The workshop was held at the Unitarian Universalist Congregation of Santa Rosa but the presenters hailed from the Center for Spiritual Living, which is a different religious community. The main presenter has been certified by the Center for Nonviolent Communication(www.cnvc.org).
The purpose of NVC, according to its Web site, is to create human connections, governmental and corporate structures that empower and support compassionate giving and receiving. “With NVC we learn to hear our own deeper needs and those of others, and to identify and clearly articulate ‘what is alive in us.’”
The workshop concerned various ways we respond to people’s concerns.
There was a lengthy list of responses that, according to the presenters, makes it all about the listener instead of the person with a problem.
I was surprised to see included upon this list, the type of response when the listener relates a similar experience. I had thought for all these years that responding in this way was how people demonstrate empathy. The definition of “empathy” is “identification with and understanding of another’s situation” (American Heritage Dictionary). How better to convey your understanding than to offer a concrete example?
Well, as it turns out, responding in this way could be subverted or misconstrued into “My problem is worse than yours.”
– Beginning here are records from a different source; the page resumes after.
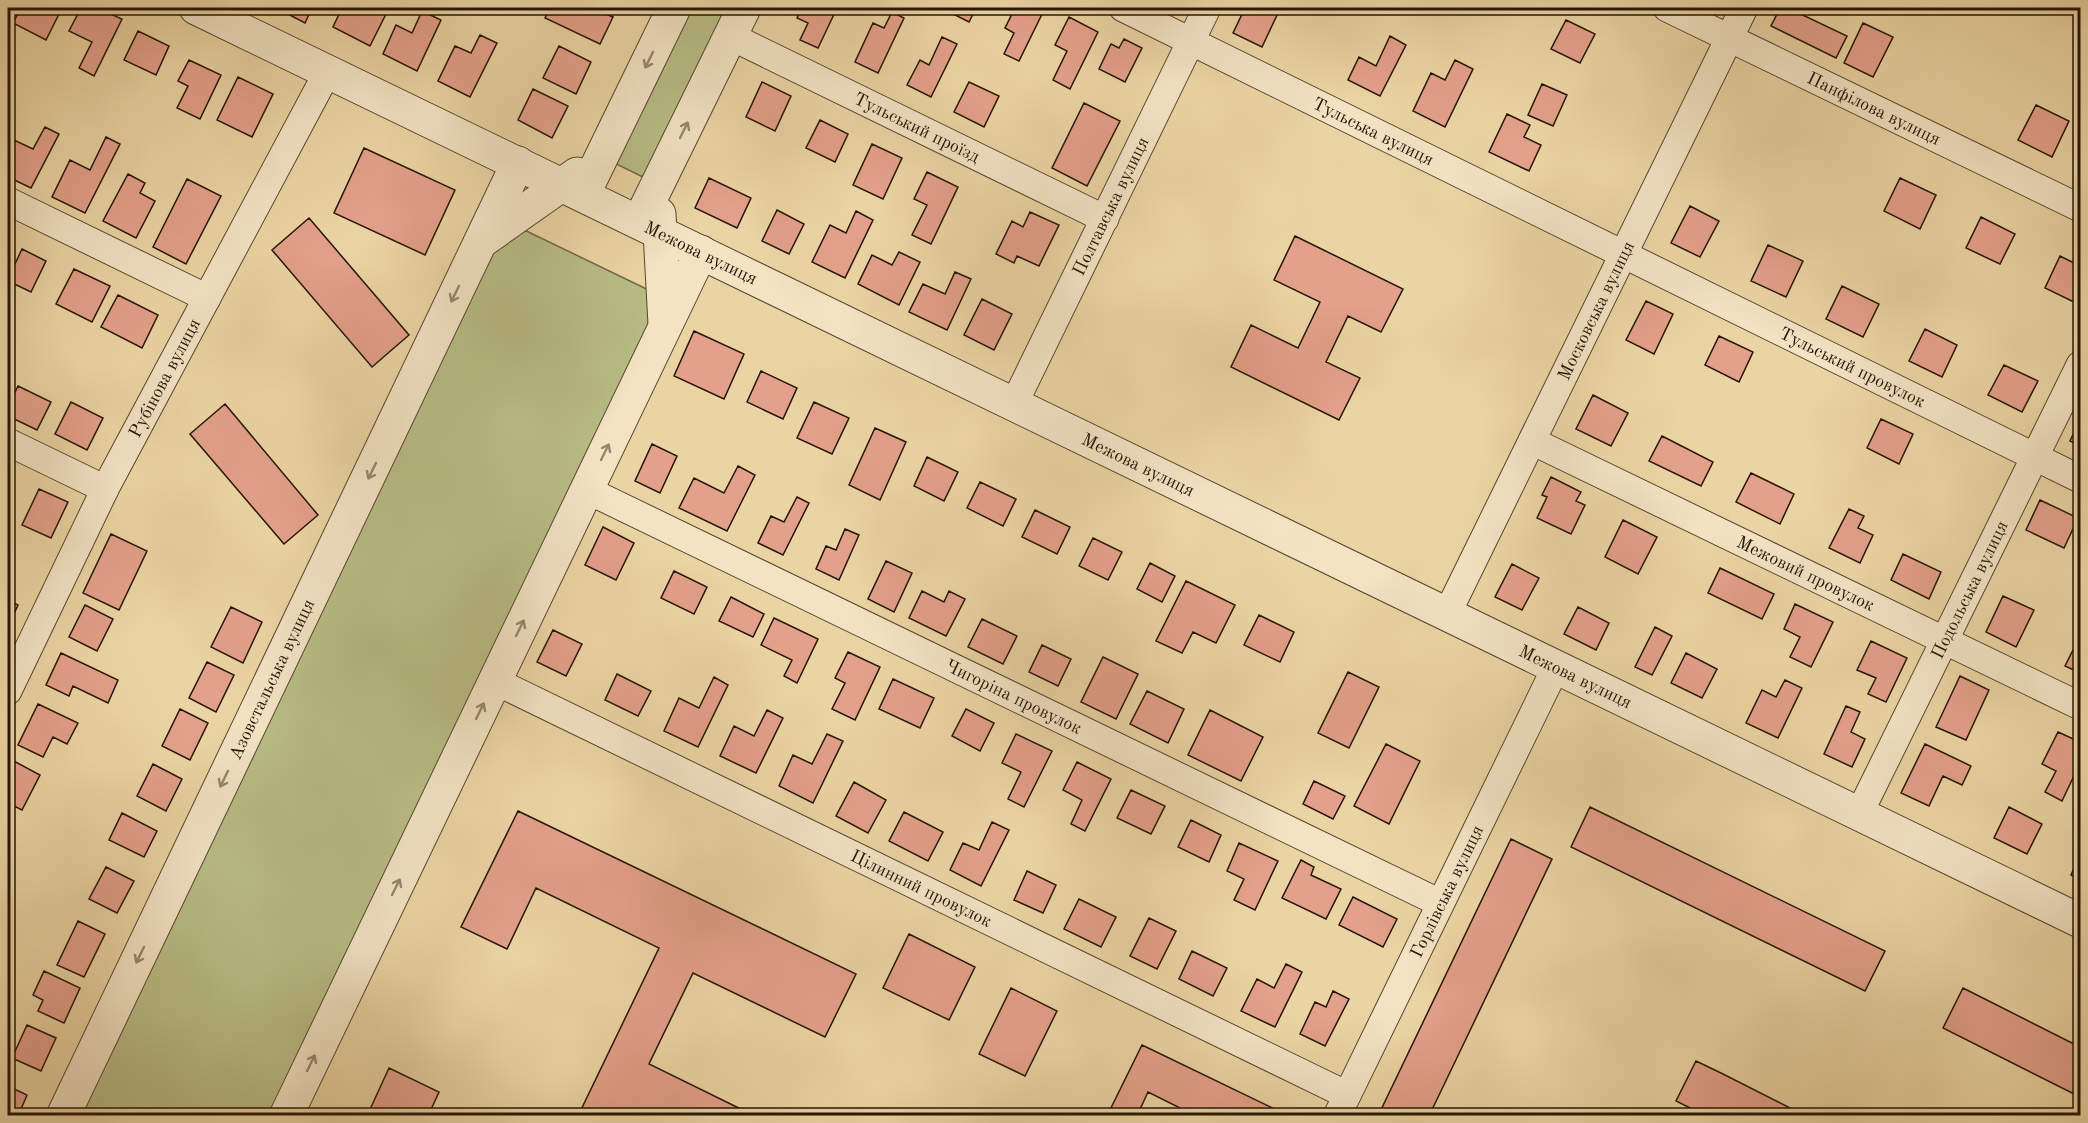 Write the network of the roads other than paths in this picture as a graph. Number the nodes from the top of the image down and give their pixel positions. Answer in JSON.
{"nodes":[{"id":1,"x":196,"y":8,"type":"edge"},
{"id":2,"x":674,"y":8,"type":"edge"},
{"id":3,"x":1123,"y":8,"type":"edge"},
{"id":4,"x":1208,"y":8,"type":"edge"},
{"id":5,"x":1667,"y":8,"type":"edge"},
{"id":6,"x":1744,"y":8,"type":"edge"},
{"id":7,"x":737,"y":22,"type":"edge"},
{"id":8,"x":1729,"y":38,"type":"junction"},
{"id":9,"x":1191,"y":41,"type":"junction"},
{"id":10,"x":328,"y":71,"type":"junction"},
{"id":11,"x":518,"y":164,"type":"junction"},
{"id":12,"x":573,"y":190,"type":"junction"},
{"id":13,"x":8,"y":201,"type":"edge"},
{"id":14,"x":2080,"y":208,"type":"edge"},
{"id":15,"x":1105,"y":219,"type":"junction"},
{"id":16,"x":649,"y":227,"type":"junction"},
{"id":17,"x":480,"y":242,"type":"junction"},
{"id":18,"x":701,"y":252,"type":"junction"},
{"id":19,"x":1623,"y":254,"type":"junction"},
{"id":20,"x":207,"y":298,"type":"junction"},
{"id":21,"x":665,"y":326,"type":"junction"},
{"id":22,"x":2080,"y":365,"type":"edge"},
{"id":23,"x":1014,"y":404,"type":"junction"},
{"id":24,"x":1532,"y":441,"type":"junction"},
{"id":25,"x":8,"y":442,"type":"edge"},
{"id":26,"x":2035,"y":457,"type":"junction"},
{"id":27,"x":2080,"y":479,"type":"edge"},
{"id":28,"x":105,"y":489,"type":"junction"},
{"id":29,"x":586,"y":490,"type":"junction"},
{"id":30,"x":1447,"y":614,"type":"junction"},
{"id":31,"x":1945,"y":641,"type":"junction"},
{"id":32,"x":1556,"y":667,"type":"junction"},
{"id":33,"x":10,"y":678,"type":"edge"},
{"id":34,"x":495,"y":681,"type":"junction"},
{"id":35,"x":2080,"y":706,"type":"edge"},
{"id":36,"x":1859,"y":814,"type":"junction"},
{"id":37,"x":1440,"y":903,"type":"junction"},
{"id":38,"x":2080,"y":921,"type":"edge"},
{"id":39,"x":1342,"y":1105,"type":"edge"},
{"id":40,"x":63,"y":1116,"type":"edge"},
{"id":41,"x":286,"y":1116,"type":"edge"}],
"edges":[{"from":1,"to":10,"type":"street","name":"Межова вулиця"},
{"from":2,"to":12,"type":"street","one_way":true},
{"from":3,"to":9,"type":"street","name":"Тульська вулиця"},
{"from":4,"to":9,"type":"street","name":"Полтавська вулиця"},
{"from":5,"to":8,"type":"street","name":"Панфілова вулиця"},
{"from":6,"to":8,"type":"street","name":"Московська вулиця"},
{"from":7,"to":15,"type":"street","name":"Тульський проїзд"},
{"from":16,"to":7,"type":"street","one_way":true},
{"from":8,"to":14,"type":"street","name":"Панфілова вулиця"},
{"from":8,"to":19,"type":"street","name":"Московська вулиця"},
{"from":9,"to":15,"type":"street","name":"Полтавська вулиця"},
{"from":9,"to":19,"type":"street","name":"Тульська вулиця"},
{"from":10,"to":11,"type":"street","name":"Межова вулиця"},
{"from":10,"to":20,"type":"street","name":"Рубінова вулиця"},
{"from":11,"to":12,"type":"street","name":"Межова вулиця"},
{"from":11,"to":17,"type":"street","name":"Азовстальська вулиця"},
{"from":12,"to":16,"type":"street","name":"Межова вулиця"},
{"from":12,"to":17,"type":"street"},
{"from":13,"to":20,"type":"street"},
{"from":15,"to":23,"type":"street","name":"Полтавська вулиця"},
{"from":16,"to":18,"type":"street","name":"Межова вулиця"},
{"from":16,"to":21,"type":"street"},
{"from":17,"to":40,"type":"street","name":"Азовстальська вулиця","one_way":true},
{"from":18,"to":21,"type":"street"},
{"from":18,"to":23,"type":"street","name":"Межова вулиця"},
{"from":19,"to":24,"type":"street","name":"Московська вулиця"},
{"from":19,"to":26,"type":"street","name":"Тульський провулок"},
{"from":20,"to":28,"type":"street","name":"Рубінова вулиця"},
{"from":29,"to":21,"type":"street","one_way":true},
{"from":22,"to":26,"type":"street","name":"Подольська вулиця"},
{"from":23,"to":30,"type":"street","name":"Межова вулиця"},
{"from":24,"to":30,"type":"street","name":"Московська вулиця"},
{"from":24,"to":31,"type":"street","name":"Межовий провулок"},
{"from":25,"to":28,"type":"street"},
{"from":26,"to":27,"type":"street","name":"Тульський провулок"},
{"from":26,"to":31,"type":"street","name":"Подольська вулиця"},
{"from":28,"to":33,"type":"street","name":"Рубінова вулиця"},
{"from":34,"to":29,"type":"street","one_way":true},
{"from":29,"to":37,"type":"street","name":"Чигоріна провулок"},
{"from":30,"to":32,"type":"street","name":"Межова вулиця"},
{"from":31,"to":35,"type":"street","name":"Межовий провулок"},
{"from":31,"to":36,"type":"street","name":"Подольська вулиця"},
{"from":32,"to":36,"type":"street","name":"Межова вулиця"},
{"from":32,"to":37,"type":"street","name":"Горлівська вулиця"},
{"from":34,"to":39,"type":"street","name":"Цілинний провулок"},
{"from":41,"to":34,"type":"street","one_way":true},
{"from":36,"to":38,"type":"street","name":"Межова вулиця"},
{"from":37,"to":39,"type":"street","name":"Горлівська вулиця"}]}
It’s humbling to think that I can have been completely wrong about something as important as empathy, although it would certainly& explain some bewildering responses I’ve earned when I’ve tried to& show empathy -- when one recipient, for example, responded with sympathy to me when I’d thought the point of our conversation was that I was showing sympathy to her.
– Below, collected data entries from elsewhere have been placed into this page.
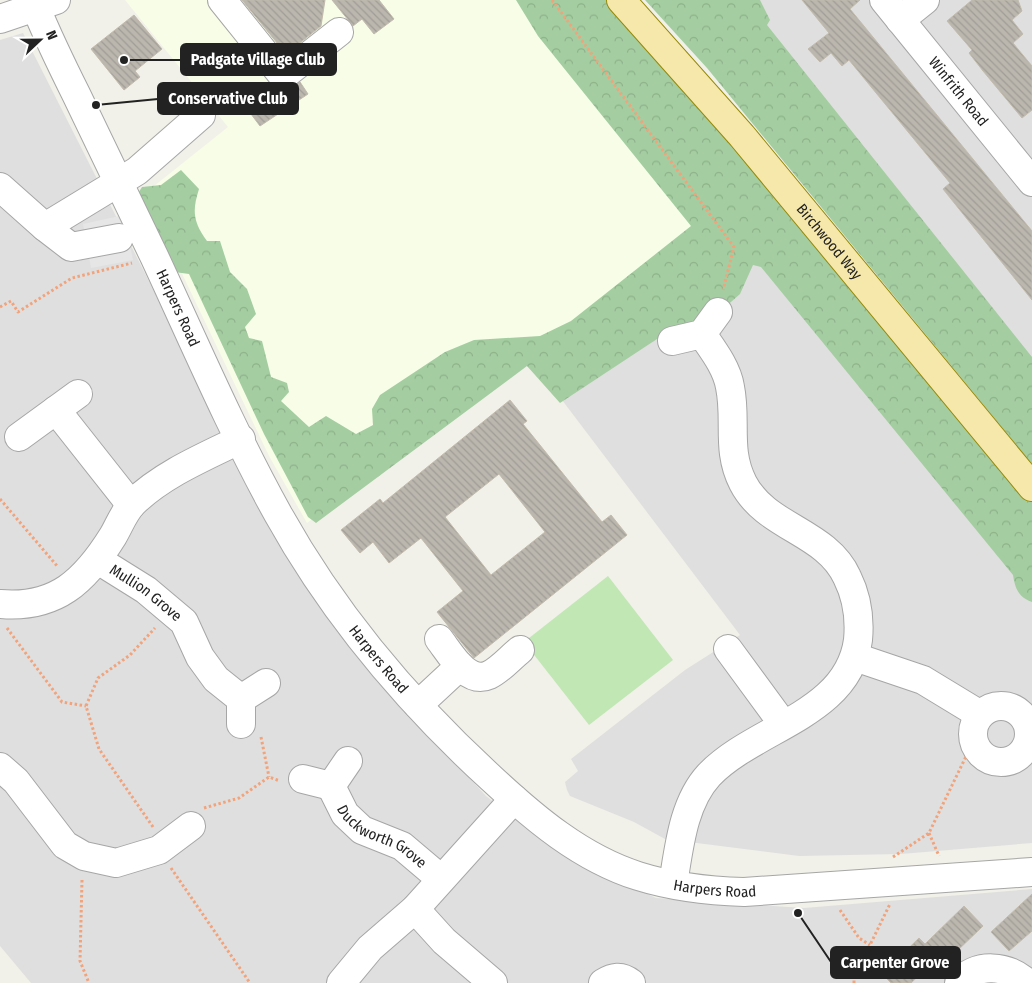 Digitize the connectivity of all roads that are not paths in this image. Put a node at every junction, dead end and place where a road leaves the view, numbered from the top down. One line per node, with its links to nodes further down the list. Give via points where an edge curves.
1 (222, 0): 7 (street, via 283,76)
2 (621, 0): 21 (main road, Birchwood Way, via 742,136)
3 (924, 0): 5 (street)
4 (46, 4): 6 (street); 9 (street, Harpers Road)
5 (892, 10): 10 (street, Winfrith Road)
6 (0, 20)
7 (339, 32)
8 (202, 115): 9 (street, via 137,171)
9 (118, 182): 12 (street); 20 (street, Harpers Road)
10 (1032, 182)
11 (0, 187): 12 (street)
12 (45, 227): 13 (street, via 71,246)
13 (119, 238)
14 (718, 312): 15 (street)
15 (702, 334): 16 (street); 28 (street, via 721,362 730,385 733,406 731,444 743,483 767,513 834,555 847,576 855,597 859,626)
16 (672, 341)
17 (78, 394): 18 (street)
18 (56, 410): 19 (street); 22 (street)
19 (19, 437)
20 (241, 439): 22 (street, Mullion Grove, via 180,469); 31 (street, Harpers Road, via 278,514 309,564 376,657)
21 (1032, 487)
22 (131, 505): 23 (street, Mullion Grove)
23 (98, 560): 24 (street, Mullion Grove, via 76,584 52,598); 30 (street, Mullion Grove, via 146,590 184,622 200,657 241,712)
24 (2, 614)
25 (439, 639): 29 (street)
26 (728, 649): 33 (street)
27 (520, 650): 29 (street, via 490,675 470,674)
28 (855, 657): 32 (street, via 923,680); 33 (street, via 837,686)
29 (460, 666): 31 (street)
30 (266, 683)
31 (418, 705): 38 (street, Harpers Road, via 462,752)
32 (979, 714): 32 (street, via 974,723 973,742 985,758 1004,762 1022,754 1029,736 1025,719 1012,708 995,706)
33 (783, 724): 42 (street, via 724,762 697,791 688,810)
34 (348, 761): 37 (street, Duckworth Grove)
35 (0, 767): 39 (street, via 16,781 65,845 84,856 116,863 159,850)
36 (303, 779): 37 (street, Duckworth Grove)
37 (331, 786): 41 (street, Duckworth Grove, via 345,814 362,830 402,846)
38 (514, 799): 41 (street, Duckworth Grove); 42 (street, Harpers Road, via 556,834 591,855 637,876)
39 (191, 826)
40 (1032, 872): 42 (street, Harpers Road, via 744,892 710,891)
41 (441, 879): 43 (street, Duckworth Grove)
42 (673, 884)
43 (416, 909): 44 (street, Duckworth Grove, via 370,948); 45 (street, via 444,941)
44 (341, 983)
45 (493, 983)
46 (603, 983): 47 (street, via 614,977 625,978)
47 (631, 983)
48 (959, 983): 49 (street, via 973,971 987,968 1008,971)
49 (1026, 983)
I’m not sure I understand why the “correct” response is to ask what that person is feeling -- since if you possess empathy, by the very definition of the word, you should already have that insight. Maybe it has to do with that scene in the new “National Treasure” movie where Abigail tells Ben something like “Just because you know what my answer is going to be, doesn’t mean you don’t have to ask the question.”
I didn’t want to ask the presenters for clarification of demonstrating empathy, because my husband and I had serious disagreements with other areas of the presentation. In recreating an exchange from their own life experiences, the presenters’ message appeared to be that all “needs” are equally important.
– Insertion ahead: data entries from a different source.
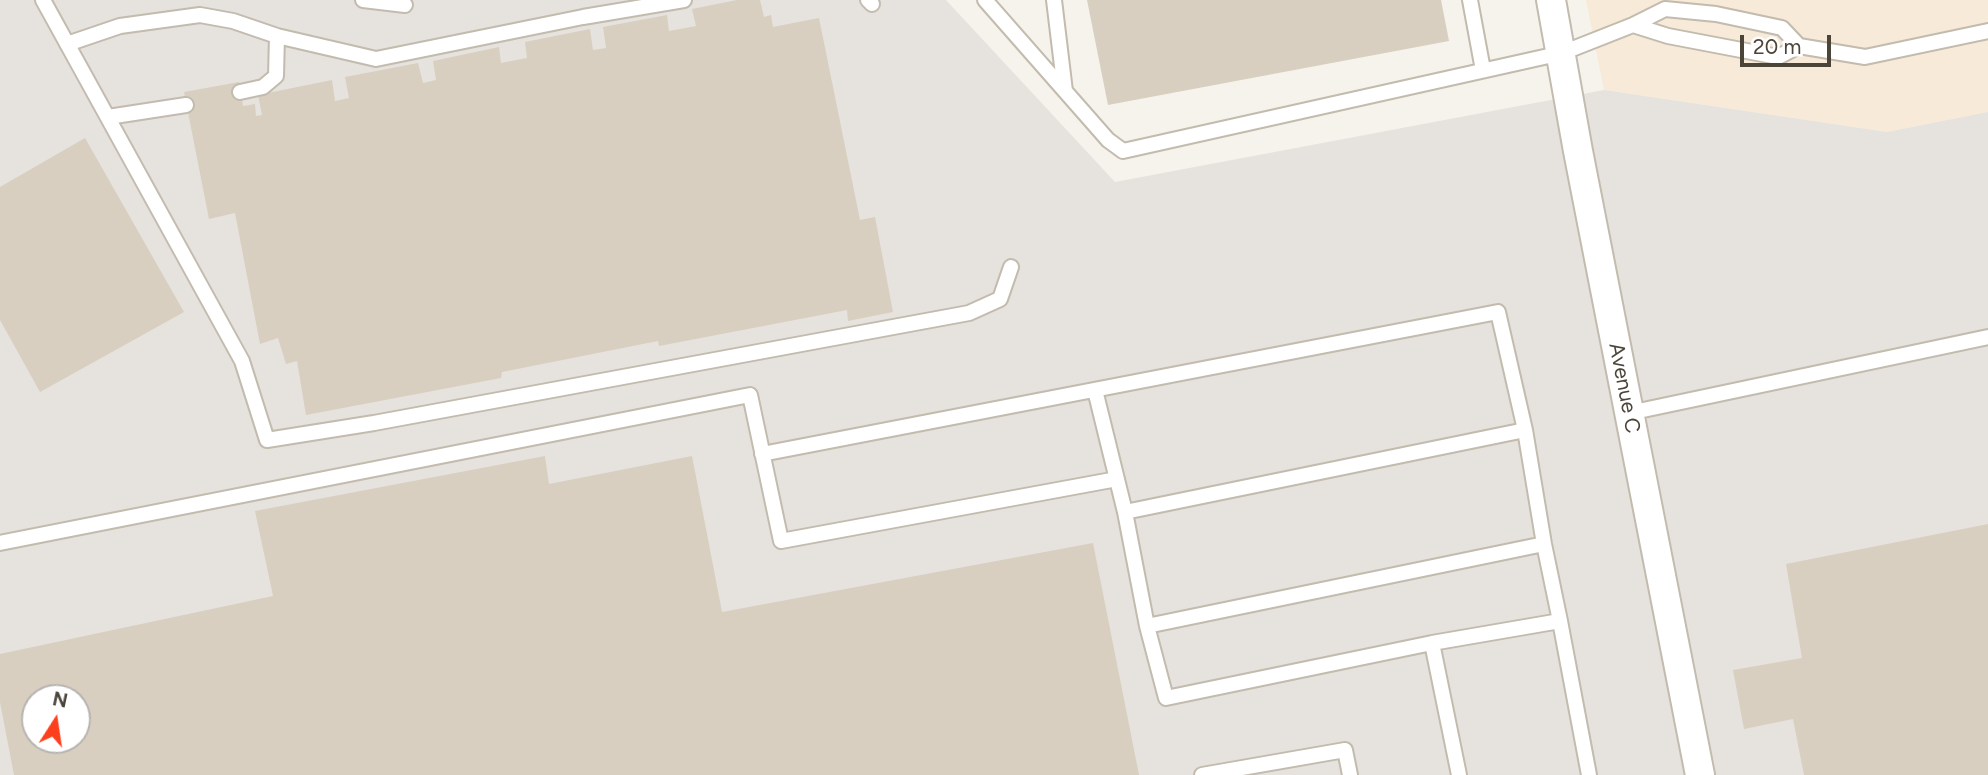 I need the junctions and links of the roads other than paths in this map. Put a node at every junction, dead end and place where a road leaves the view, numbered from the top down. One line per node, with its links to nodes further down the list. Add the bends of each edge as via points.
1 (43, 0): 12 (lane)
2 (363, 0): 8 (lane)
3 (684, 0): 11 (lane, via 376,59)
4 (985, 0): 17 (lane)
5 (1055, 0): 17 (lane)
6 (1470, 0): 15 (lane)
7 (1551, 0): 14 (street, Avenue C)
8 (405, 5)
9 (1633, 25): 13 (lane, via 1778,57); 13 (lane, via 1665,9 1716,13 1782,28); 14 (lane)
10 (1988, 31): 13 (lane, via 1865,57)
11 (277, 36): 12 (lane, via 200,15 120,26); 16 (lane, via 276,76 263,87)
12 (67, 44): 19 (lane)
13 (1799, 46)
14 (1562, 53): 15 (lane); 23 (street, Avenue C)
15 (1483, 70): 17 (lane, via 1123,151)
16 (240, 92)
17 (1065, 92)
18 (186, 105): 19 (lane)
19 (108, 117): 20 (lane, via 242,361 267,440 969,313 1000,299)
20 (1011, 267)
21 (1988, 337): 23 (lane)
22 (1095, 390): 24 (lane, via 1498,312); 25 (lane); 26 (lane)
23 (1629, 413): 38 (street, Avenue C)
24 (1525, 430): 27 (lane); 29 (lane)
25 (762, 454): 26 (lane, via 781,541); 28 (lane, via 750,395)
26 (1117, 479): 27 (lane)
27 (1125, 512): 31 (lane)
28 (0, 543)
29 (1544, 544): 30 (lane); 31 (lane)
30 (1560, 621): 32 (lane); 37 (lane)
31 (1147, 626): 32 (lane, via 1166,698)
32 (1432, 643): 36 (lane)
33 (1271, 769): 34 (lane); 35 (lane, via 1345,750)
34 (1202, 775)
35 (1350, 775)
36 (1459, 775)
37 (1588, 775)
38 (1700, 775)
I’m sorry, but if someone that I supposedly care about comes to me with a concern -- and particularly if something I did is the direct cause of their concern -- my “need” to watch television doesn’t come anywhere close in importance to that other person’s need.
And to say that there is no truly “wrong” behavior, that it’s just& how people interpret it -- why would the presenters go to the trouble of restricting the use of violence to cases of self-defense? It’s just a matter of interpretation, after all, that all other uses are wrong.
From the responses by other people in the audience on Sunday, I don’t think we were alone in being reluctant to accept these messages.
I think NVC has value but I’d like to go to the source -- perhaps a book by Rosenberg -- to ensure that my understanding isn’t perverted by flawed presenters. And in any case, I can’t let myself off the hook about making a botch of empathy.
I asked for clarification from people I love and trust to give me valid guidance and their consensus was that in this area at least, the presenters had been correct.
I appreciate the caring and compassion for the health of its congregation that prompted the UU of Santa Rosa to invite these speakers on NVC. I just wish the presentation had been of better quality.